= RECORDS FOR THIS TASK =

+ + + +

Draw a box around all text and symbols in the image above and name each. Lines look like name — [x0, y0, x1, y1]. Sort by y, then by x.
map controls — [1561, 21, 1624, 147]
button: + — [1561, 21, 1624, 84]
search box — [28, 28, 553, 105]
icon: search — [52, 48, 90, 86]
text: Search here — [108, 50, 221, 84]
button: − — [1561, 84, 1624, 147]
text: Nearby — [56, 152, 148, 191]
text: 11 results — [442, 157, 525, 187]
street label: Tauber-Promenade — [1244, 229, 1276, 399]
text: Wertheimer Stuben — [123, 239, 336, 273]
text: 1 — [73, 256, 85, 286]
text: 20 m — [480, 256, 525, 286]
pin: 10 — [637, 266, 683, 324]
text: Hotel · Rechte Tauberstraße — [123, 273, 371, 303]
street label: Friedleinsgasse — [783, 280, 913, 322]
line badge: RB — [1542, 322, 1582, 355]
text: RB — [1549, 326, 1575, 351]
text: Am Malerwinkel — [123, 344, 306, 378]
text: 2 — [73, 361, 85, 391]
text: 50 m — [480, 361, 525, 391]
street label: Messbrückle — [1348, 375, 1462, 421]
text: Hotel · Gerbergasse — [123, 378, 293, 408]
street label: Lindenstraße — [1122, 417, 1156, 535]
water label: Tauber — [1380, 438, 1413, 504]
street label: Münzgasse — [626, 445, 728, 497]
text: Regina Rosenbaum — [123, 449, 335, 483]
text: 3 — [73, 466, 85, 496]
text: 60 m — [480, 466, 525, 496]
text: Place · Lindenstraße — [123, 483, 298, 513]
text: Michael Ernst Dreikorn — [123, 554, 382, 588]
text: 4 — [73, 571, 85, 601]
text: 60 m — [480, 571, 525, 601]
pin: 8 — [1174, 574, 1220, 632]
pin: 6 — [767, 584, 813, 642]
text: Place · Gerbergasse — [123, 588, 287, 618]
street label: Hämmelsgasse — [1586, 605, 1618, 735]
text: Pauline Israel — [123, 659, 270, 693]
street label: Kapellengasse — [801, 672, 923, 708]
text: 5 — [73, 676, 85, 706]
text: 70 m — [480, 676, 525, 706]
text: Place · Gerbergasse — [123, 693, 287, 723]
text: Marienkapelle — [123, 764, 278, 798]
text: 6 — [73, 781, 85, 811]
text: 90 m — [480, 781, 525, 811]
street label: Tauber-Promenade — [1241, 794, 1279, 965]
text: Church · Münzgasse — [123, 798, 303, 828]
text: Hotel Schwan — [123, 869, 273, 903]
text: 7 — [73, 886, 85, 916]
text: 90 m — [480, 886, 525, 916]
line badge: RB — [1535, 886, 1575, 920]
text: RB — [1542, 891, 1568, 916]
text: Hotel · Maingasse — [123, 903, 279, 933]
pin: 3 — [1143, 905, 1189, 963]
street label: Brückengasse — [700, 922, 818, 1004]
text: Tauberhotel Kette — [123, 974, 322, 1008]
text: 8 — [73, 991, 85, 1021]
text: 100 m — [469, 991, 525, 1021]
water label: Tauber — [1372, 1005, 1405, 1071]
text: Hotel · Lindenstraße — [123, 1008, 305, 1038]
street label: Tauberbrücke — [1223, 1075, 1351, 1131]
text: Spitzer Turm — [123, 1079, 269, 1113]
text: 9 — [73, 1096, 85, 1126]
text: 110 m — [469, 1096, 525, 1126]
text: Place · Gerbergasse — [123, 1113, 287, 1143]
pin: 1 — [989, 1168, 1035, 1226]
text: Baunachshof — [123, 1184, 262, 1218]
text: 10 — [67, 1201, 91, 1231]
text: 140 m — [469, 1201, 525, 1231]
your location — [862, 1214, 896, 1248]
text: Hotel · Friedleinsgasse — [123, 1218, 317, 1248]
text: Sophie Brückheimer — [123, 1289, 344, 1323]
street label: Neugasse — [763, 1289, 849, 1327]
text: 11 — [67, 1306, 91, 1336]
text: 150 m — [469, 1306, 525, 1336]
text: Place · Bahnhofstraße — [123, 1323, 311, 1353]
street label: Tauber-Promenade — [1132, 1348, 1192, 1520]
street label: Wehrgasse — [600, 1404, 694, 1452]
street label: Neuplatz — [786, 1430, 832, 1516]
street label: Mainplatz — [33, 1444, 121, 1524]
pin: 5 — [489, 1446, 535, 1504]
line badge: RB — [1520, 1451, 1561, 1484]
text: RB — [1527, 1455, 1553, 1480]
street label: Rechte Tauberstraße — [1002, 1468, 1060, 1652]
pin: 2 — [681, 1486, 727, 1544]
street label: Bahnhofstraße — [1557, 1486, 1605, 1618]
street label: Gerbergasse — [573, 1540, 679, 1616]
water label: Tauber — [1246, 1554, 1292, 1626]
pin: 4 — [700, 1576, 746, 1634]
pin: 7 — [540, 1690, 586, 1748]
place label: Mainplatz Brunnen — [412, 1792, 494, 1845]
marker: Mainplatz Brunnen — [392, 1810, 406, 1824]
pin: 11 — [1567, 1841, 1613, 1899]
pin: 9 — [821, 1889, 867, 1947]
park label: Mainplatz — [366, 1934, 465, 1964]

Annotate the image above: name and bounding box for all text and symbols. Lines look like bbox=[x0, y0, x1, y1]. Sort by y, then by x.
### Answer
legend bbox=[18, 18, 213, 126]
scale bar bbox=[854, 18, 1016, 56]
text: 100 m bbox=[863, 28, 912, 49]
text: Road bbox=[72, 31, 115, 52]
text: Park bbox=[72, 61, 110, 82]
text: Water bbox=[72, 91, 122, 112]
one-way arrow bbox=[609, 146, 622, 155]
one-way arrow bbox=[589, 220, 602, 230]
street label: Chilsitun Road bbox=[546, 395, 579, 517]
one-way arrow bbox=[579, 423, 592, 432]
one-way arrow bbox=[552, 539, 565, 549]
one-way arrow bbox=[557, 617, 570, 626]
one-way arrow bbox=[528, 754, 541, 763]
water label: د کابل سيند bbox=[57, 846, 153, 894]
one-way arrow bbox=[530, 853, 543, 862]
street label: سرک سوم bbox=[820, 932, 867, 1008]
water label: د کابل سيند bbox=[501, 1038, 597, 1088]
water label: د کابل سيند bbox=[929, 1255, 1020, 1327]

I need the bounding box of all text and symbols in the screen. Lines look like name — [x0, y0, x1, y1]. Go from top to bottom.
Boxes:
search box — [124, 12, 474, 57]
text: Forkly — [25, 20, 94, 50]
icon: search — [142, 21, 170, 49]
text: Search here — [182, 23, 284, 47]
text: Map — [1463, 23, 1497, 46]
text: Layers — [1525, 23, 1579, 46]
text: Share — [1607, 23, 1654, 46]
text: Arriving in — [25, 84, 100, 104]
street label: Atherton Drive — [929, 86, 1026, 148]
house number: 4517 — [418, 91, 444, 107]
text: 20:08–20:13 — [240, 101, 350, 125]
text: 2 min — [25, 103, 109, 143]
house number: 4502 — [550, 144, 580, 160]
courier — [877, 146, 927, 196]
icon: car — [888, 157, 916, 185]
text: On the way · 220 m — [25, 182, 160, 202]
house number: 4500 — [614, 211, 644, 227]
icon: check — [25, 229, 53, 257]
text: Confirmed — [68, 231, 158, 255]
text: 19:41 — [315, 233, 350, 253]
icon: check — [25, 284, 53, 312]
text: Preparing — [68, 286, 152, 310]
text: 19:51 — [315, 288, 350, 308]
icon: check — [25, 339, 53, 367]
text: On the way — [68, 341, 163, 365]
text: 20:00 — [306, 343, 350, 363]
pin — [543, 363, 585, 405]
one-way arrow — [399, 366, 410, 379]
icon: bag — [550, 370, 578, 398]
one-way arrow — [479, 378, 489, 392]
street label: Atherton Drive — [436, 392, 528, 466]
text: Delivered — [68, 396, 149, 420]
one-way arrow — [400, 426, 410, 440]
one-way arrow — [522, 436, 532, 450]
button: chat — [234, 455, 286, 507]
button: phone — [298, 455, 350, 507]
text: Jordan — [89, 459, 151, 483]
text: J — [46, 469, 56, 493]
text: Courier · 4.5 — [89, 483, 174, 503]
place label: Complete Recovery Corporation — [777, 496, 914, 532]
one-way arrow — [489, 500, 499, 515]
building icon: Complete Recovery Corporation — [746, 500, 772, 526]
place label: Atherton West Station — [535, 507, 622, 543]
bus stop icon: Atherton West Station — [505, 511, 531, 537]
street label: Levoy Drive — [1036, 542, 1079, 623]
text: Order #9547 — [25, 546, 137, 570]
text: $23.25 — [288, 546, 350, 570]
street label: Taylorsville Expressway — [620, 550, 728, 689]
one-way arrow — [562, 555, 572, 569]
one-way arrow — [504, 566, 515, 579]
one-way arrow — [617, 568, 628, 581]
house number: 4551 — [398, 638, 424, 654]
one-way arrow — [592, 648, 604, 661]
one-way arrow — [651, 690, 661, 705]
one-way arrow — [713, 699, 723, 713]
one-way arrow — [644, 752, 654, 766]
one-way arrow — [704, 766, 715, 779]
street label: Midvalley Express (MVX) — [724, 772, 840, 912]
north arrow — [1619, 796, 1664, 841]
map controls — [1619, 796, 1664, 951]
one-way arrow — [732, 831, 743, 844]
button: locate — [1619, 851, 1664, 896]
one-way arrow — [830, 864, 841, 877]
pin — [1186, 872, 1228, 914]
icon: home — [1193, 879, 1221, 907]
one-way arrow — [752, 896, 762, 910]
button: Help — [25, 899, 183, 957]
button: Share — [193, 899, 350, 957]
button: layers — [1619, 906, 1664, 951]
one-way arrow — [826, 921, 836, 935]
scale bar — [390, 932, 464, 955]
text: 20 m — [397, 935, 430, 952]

+ + + +

= EXERCISE =
Tally the lines in these entries that have the string "name" in them, then answer with the count and nothing else.

= RESULT OF THIS TASK =
3